## YOUR OBJECTIVE
Filter the listing below, keeping only the lines with the word "tunnel".

::::::::::

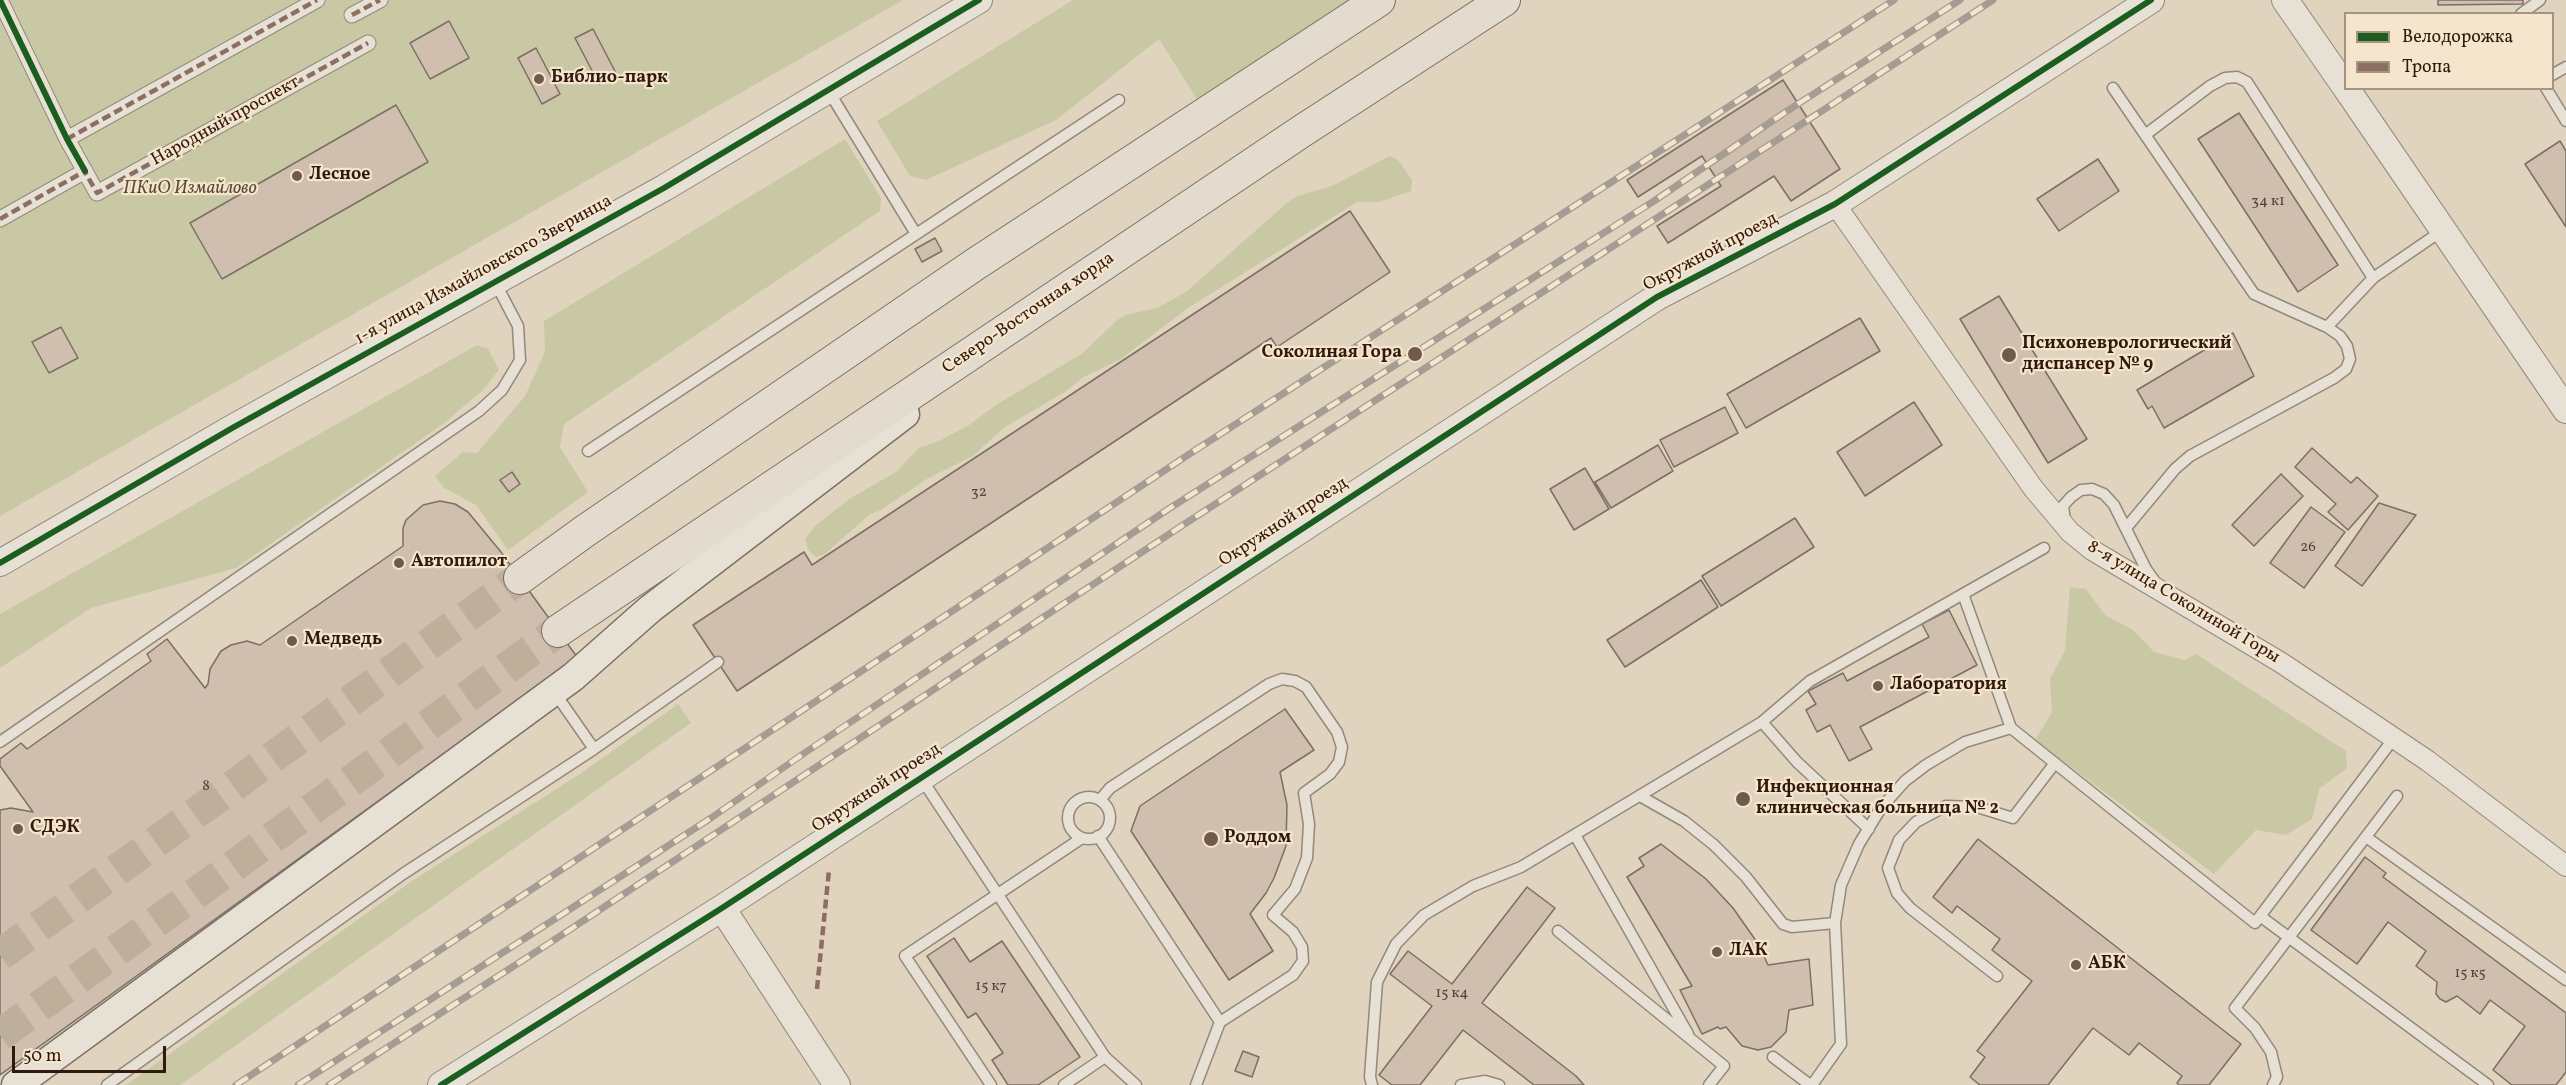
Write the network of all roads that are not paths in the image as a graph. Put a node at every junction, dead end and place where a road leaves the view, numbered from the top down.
1 (0, 0) edge
2 (317, 0) edge
3 (380, 0) edge
4 (979, 0) edge
5 (1378, 0) edge
6 (1504, 0) edge
7 (2151, 0) edge
8 (2284, 0) edge
9 (2540, 0) edge
10 (2524, 12) edge
11 (352, 15) dead end
12 (368, 44) dead end
13 (2344, 85) edge
14 (2113, 88) dead end
15 (828, 90) junction
16 (2347, 90) edge
17 (2547, 90) edge
18 (1119, 100) dead end
19 (2566, 121) edge
20 (2145, 135) junction
21 (67, 139) junction
22 (85, 171) junction
23 (1835, 204) junction
24 (0, 219) edge
25 (2443, 230) junction
26 (916, 234) junction
27 (1088, 274) junction
28 (2373, 278) junction
29 (495, 282) junction
30 (2327, 327) junction
31 (2566, 410) edge
32 (588, 451) dead end
33 (2126, 528) junction
34 (2070, 532) junction
35 (2044, 548) dead end
36 (0, 562) edge
37 (520, 578) tunnel mouth
38 (1963, 594) junction
39 (2169, 596) junction
40 (558, 631) tunnel mouth
41 (718, 662) dead end
42 (554, 692) junction
43 (1762, 722) junction
44 (2011, 728) junction
45 (2394, 738) junction
46 (0, 742) edge
47 (594, 749) junction
48 (2055, 763) junction
49 (921, 778) junction
50 (1640, 796) junction
51 (2397, 796) dead end
52 (1100, 800) junction
53 (1869, 829) junction
54 (1575, 835) junction
55 (1098, 836) junction
56 (2366, 837) junction
57 (1082, 838) junction
58 (2566, 866) edge
59 (997, 894) junction
60 (722, 908) junction
61 (2260, 916) junction
62 (1835, 923) junction
63 (1558, 932) dead end
64 (2288, 937) junction
65 (1997, 976) dead end
66 (2566, 980) edge
67 (1220, 1022) junction
68 (1691, 1040) junction
69 (1773, 1057) dead end
70 (1105, 1058) junction
71 (444, 1084) edge
72 (16, 1085) edge
73 (107, 1085) edge
74 (837, 1085) edge
75 (991, 1085) edge
76 (1064, 1085) edge
77 (1136, 1085) edge
78 (1196, 1085) edge
79 (1372, 1085) edge
80 (1461, 1085) edge
81 (1499, 1085) edge
82 (1709, 1085) edge
83 (1811, 1085) edge
84 (2273, 1085) edge
85 (2488, 1085) edge

1 - 21 street
2 - 21 street
3 - 11 street
4 - 15 street, 1-я улица Измайловского Зверинца
5 - 37 main road
6 - 27 main road, Северо-Восточная хорда
7 - 23 street, Окружной проезд
8 - 13 street
9 - 10 lane
12 - 22 street, Народный проспект
14 - 20 lane
15 - 26 lane
15 - 29 street, 1-я улица Измайловского Зверинца
16 - 25 street
17 - 19 lane
18 - 26 lane
20 - 28 lane
20 - 30 lane
21 - 22 street
22 - 24 street
23 - 34 street, 8-я улица Соколиной Горы
23 - 49 street, Окружной проезд
25 - 28 lane
25 - 31 street
26 - 32 lane
27 - 40 main road, Северо-Восточная хорда
27 - 42 main road
28 - 30 lane
29 - 36 street, 1-я улица Измайловского Зверинца
29 - 46 lane
30 - 33 lane
33 - 34 lane
33 - 39 lane
34 - 39 street, 8-я улица Соколиной Горы
35 - 38 lane
38 - 43 lane
38 - 44 lane
39 - 45 street, 8-я улица Соколиной Горы
41 - 47 lane
42 - 47 lane
42 - 72 main road
43 - 50 lane
43 - 53 lane
44 - 48 lane
44 - 53 lane
45 - 58 street, 8-я улица Соколиной Горы
45 - 61 lane
47 - 73 lane
48 - 61 lane
48 - 65 lane
49 - 59 lane
49 - 60 street, Окружной проезд
50 - 54 lane
50 - 62 lane
51 - 56 lane
52 - 55 lane
52 - 57 lane
52 - 67 lane
53 - 62 lane
54 - 68 lane
54 - 79 lane
55 - 57 lane
55 - 67 lane
56 - 64 lane
56 - 66 lane
57 - 59 lane
59 - 70 lane
59 - 75 lane
60 - 71 street, Окружной проезд
60 - 74 street
61 - 64 lane
62 - 83 lane
63 - 68 lane
64 - 84 lane
64 - 85 lane
67 - 78 lane
68 - 82 lane
69 - 83 lane
70 - 76 lane
70 - 77 lane
80 - 81 lane

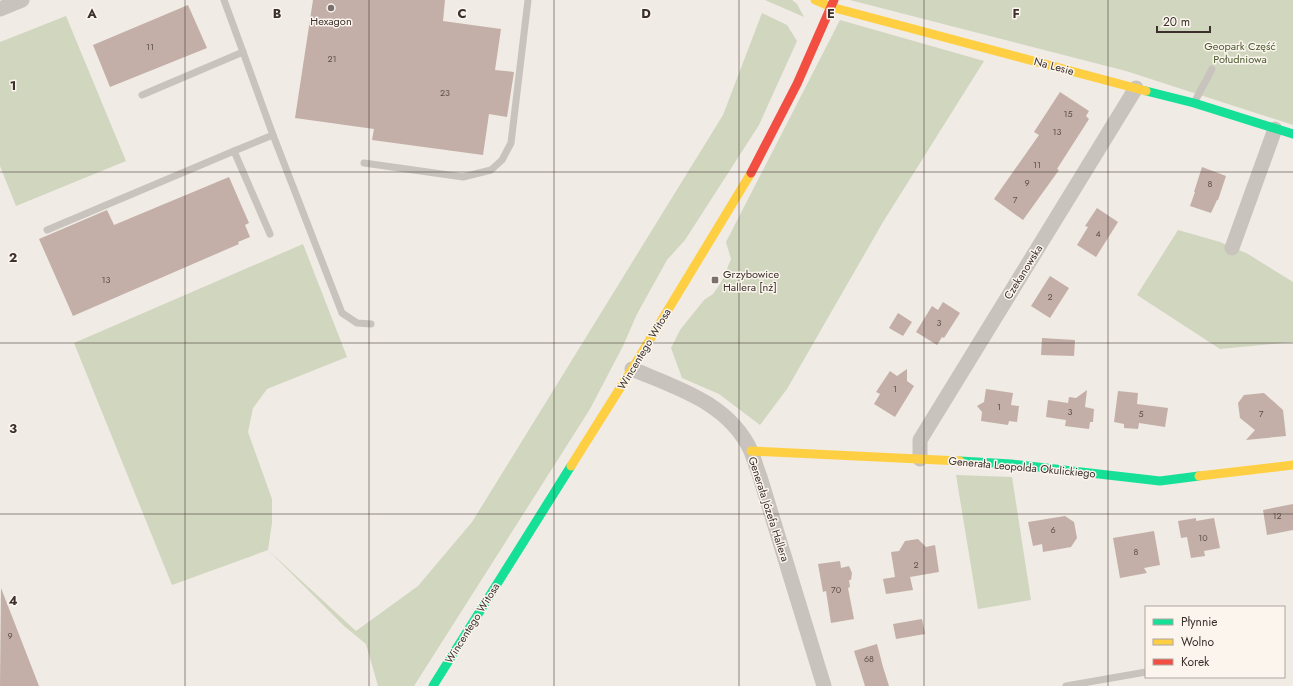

::::::::::

## ANSWER FOR THIS EXERCISE
37 (520, 578) tunnel mouth
40 (558, 631) tunnel mouth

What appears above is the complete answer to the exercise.